Anastazja podczas tych słów zdawała się z całej siły mocować z sobą; nagle podniosła głowę i rzekła:
— Bądź pani pewna, że pannie tej nie uda się uczynić tego z moim mężem. Pani go nie znasz: to człowiek uczciwy i pełen honoru, i pewno dla żadnej zalotnicy nie opuści nieszczęśliwej kobiety, której winien opiekę i pomoc.
Mówiła to głosem drżącym, w którym był i gniew i duma, i rozpacz daremnie tajona.
Apolonja dosłyszała tę ostatnią... Wzrok jej odwrócił się na chwilę od Anastazji, podniósł się w górę, i utkwił w oknie przeciwległej kamienicy...
— A jednak, wyrzekła po chwili, a jednak ludzie mówią, że mąż pani zakochany już w tej pannie!

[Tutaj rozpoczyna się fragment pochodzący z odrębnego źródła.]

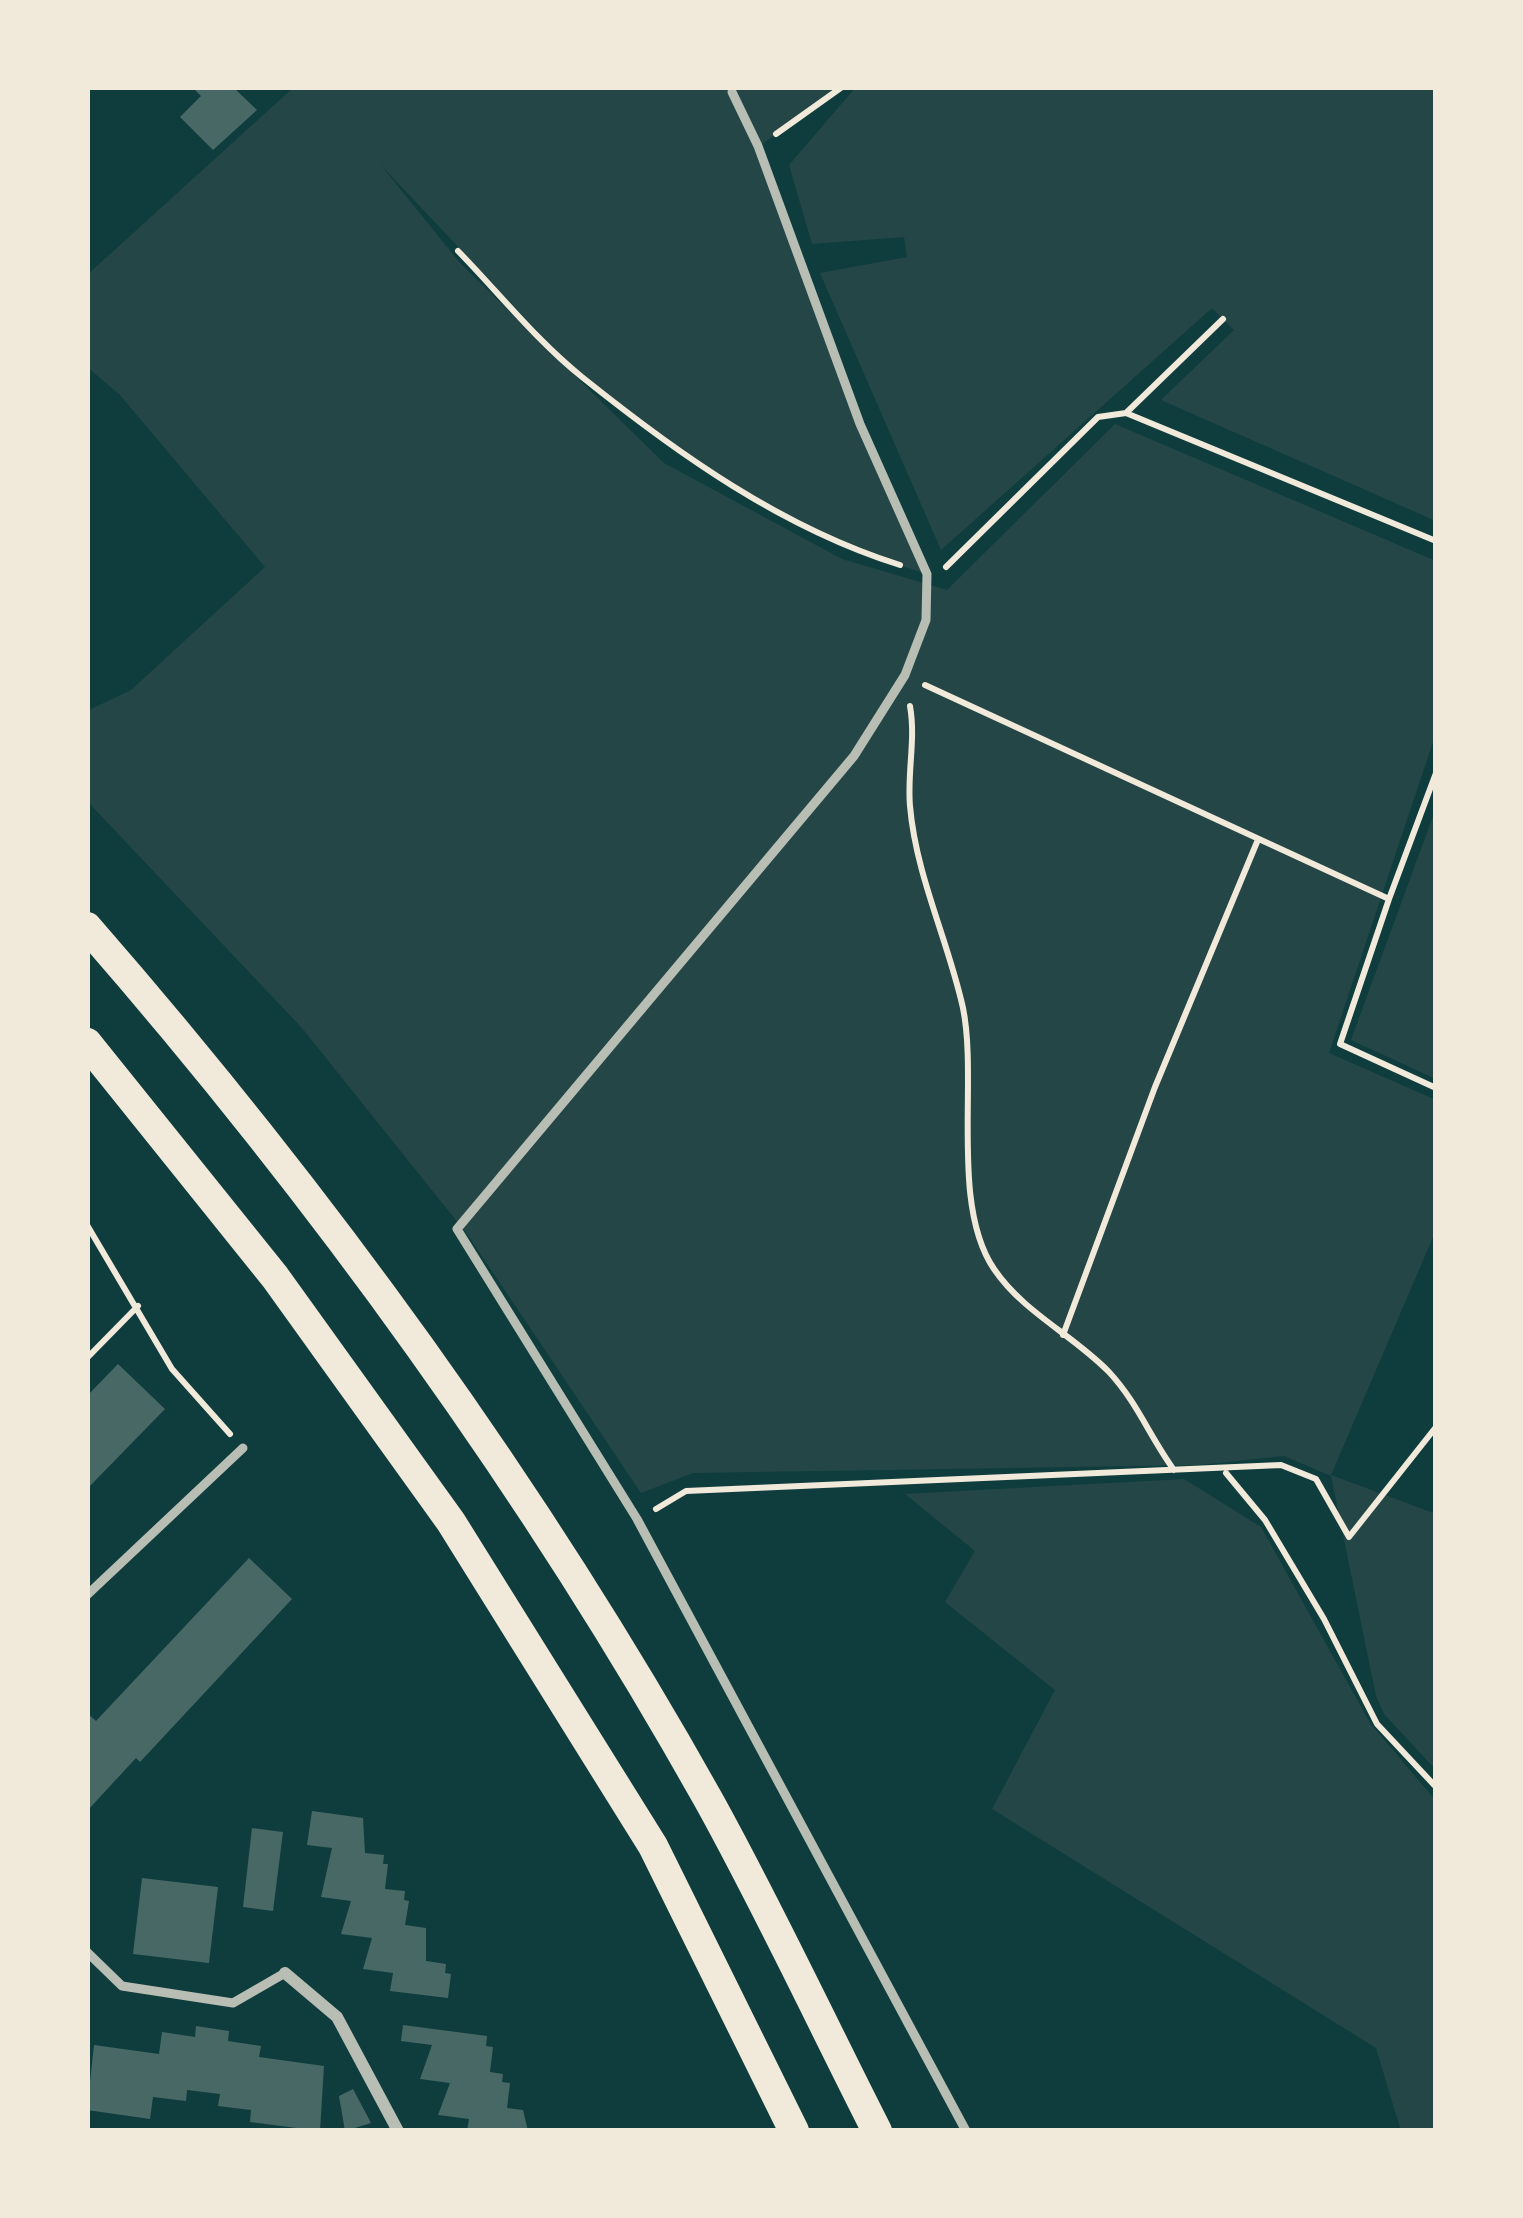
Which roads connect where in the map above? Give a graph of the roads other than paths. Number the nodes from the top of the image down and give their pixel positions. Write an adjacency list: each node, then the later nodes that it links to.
1 (732, 92): 11 (lane)
2 (87, 927): 10 (highway)
3 (87, 1043): 9 (highway)
4 (243, 1448): 5 (lane)
5 (87, 1594)
6 (87, 1952): 7 (lane)
7 (285, 1972): 8 (street)
8 (398, 2131)
9 (794, 2131)
10 (877, 2131)
11 (966, 2131)

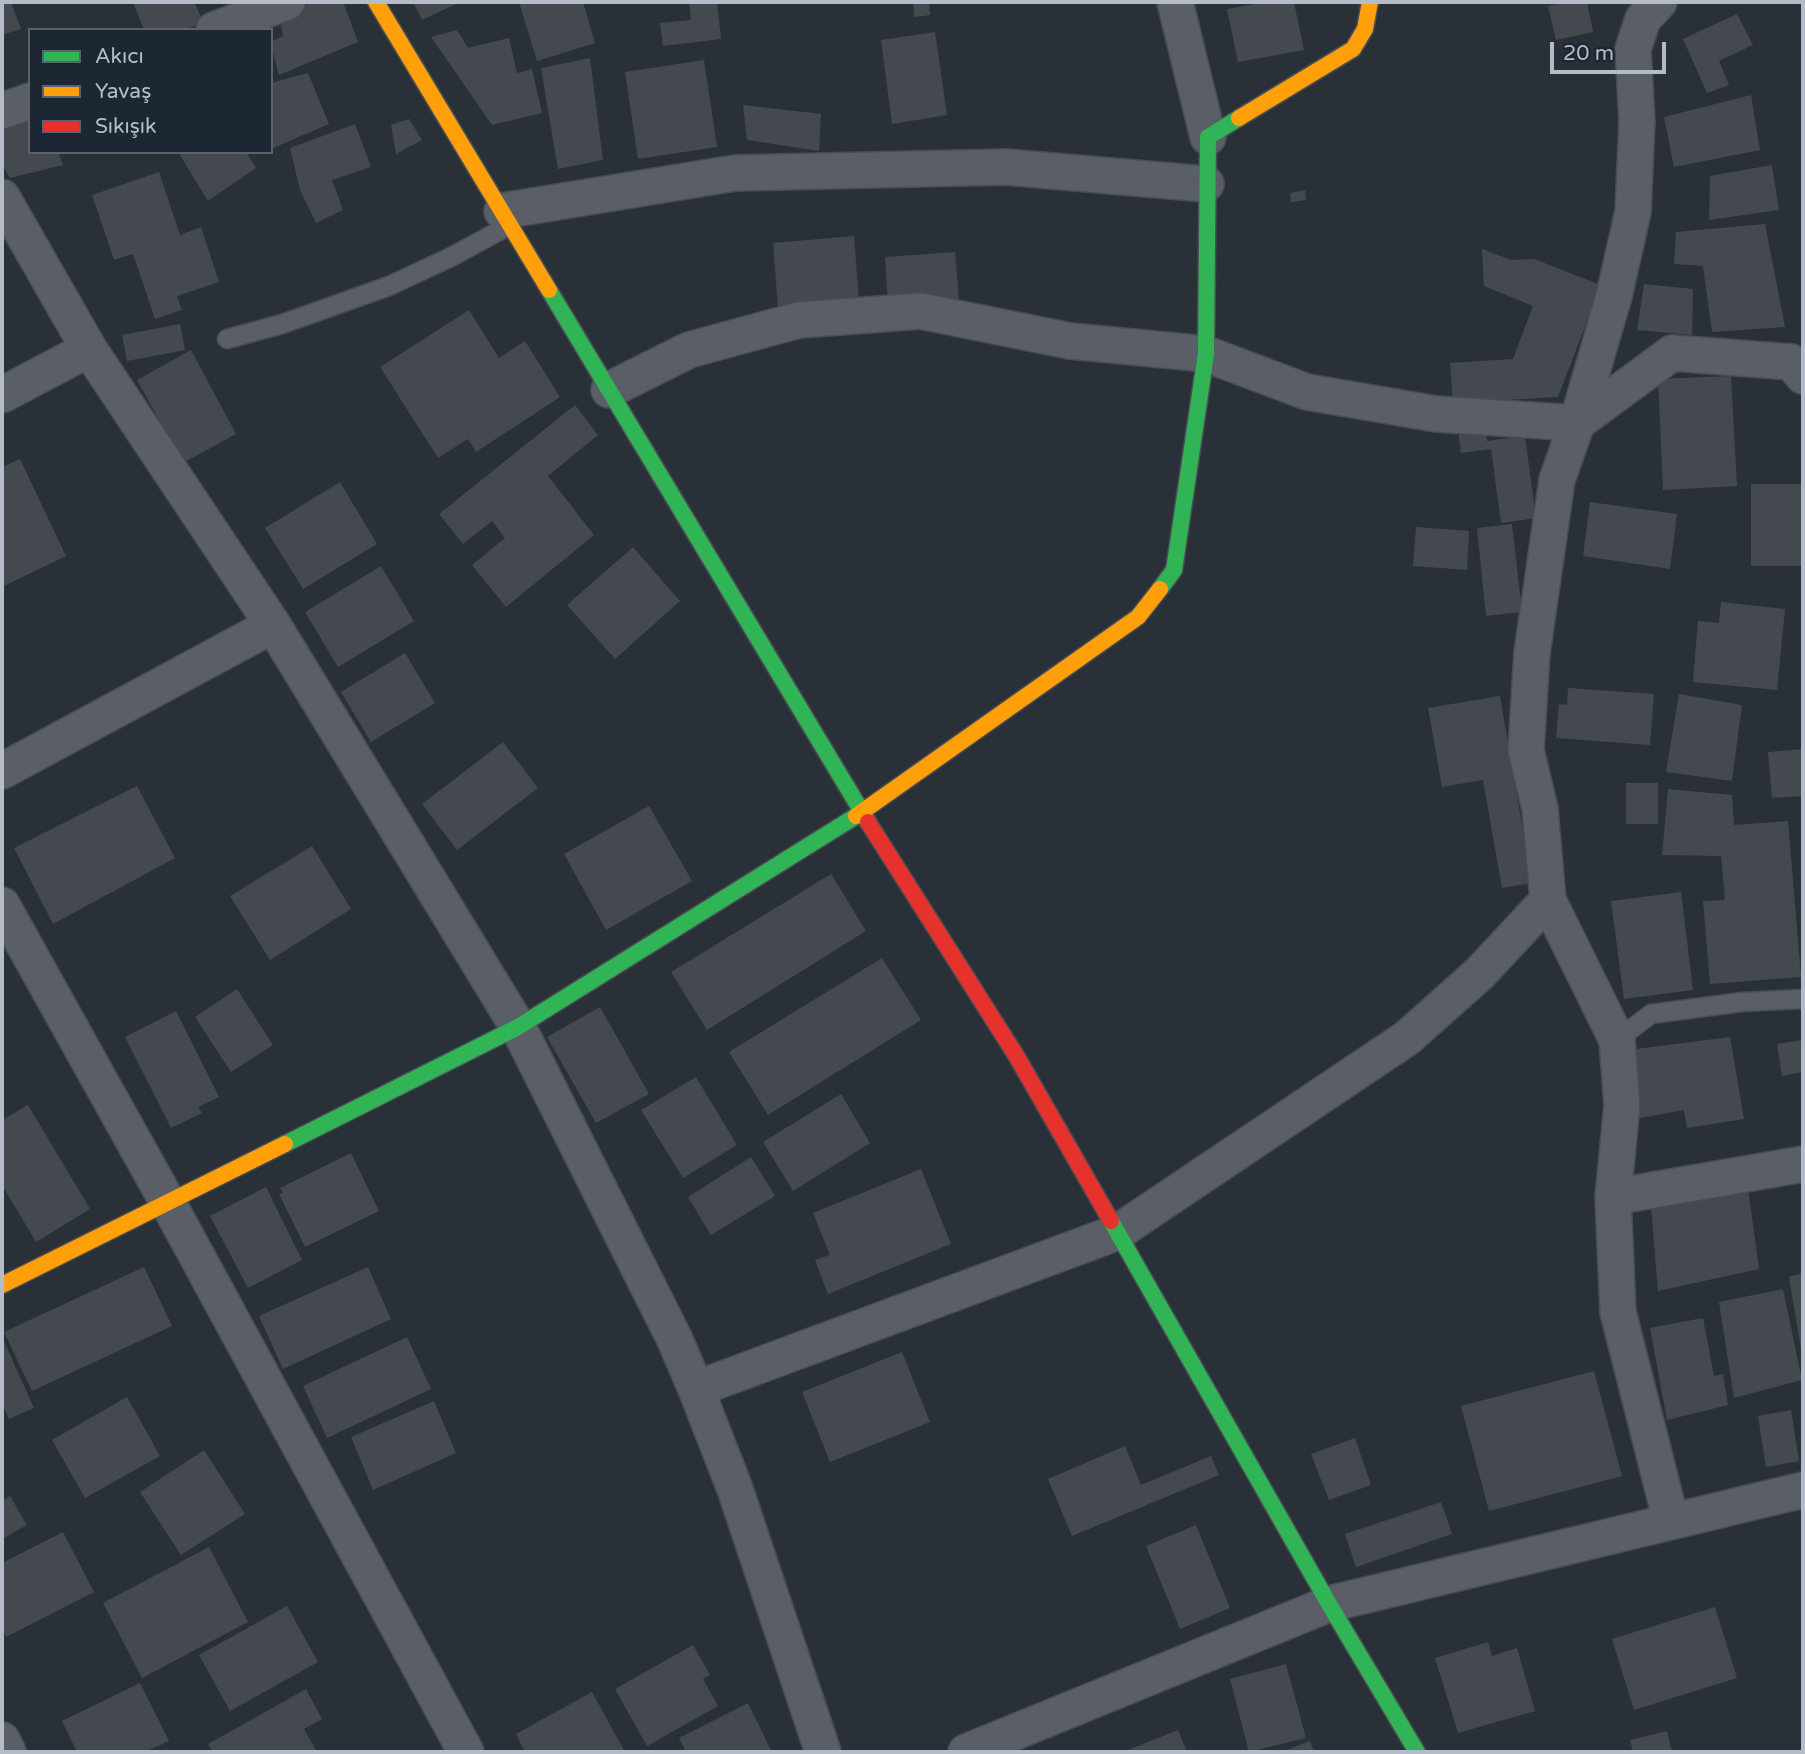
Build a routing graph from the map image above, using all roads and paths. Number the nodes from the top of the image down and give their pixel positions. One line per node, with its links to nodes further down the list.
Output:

Anastazja wydała okropny okrzyk.
— Zakochany! krzyknęła głucho, już zakochany! jak się nazywa ta panna? powiedz pani, jak się ona nazywa?
— Na co pani jej nazwisko? odparła Apolonja; powiem pani tylko jej imię i wskażę jej mieszkanie. Na-
Strona:PL Eliza Orzeszkowa-Cnotliwi.djvu/308
Ta strona została uwierzytelniona.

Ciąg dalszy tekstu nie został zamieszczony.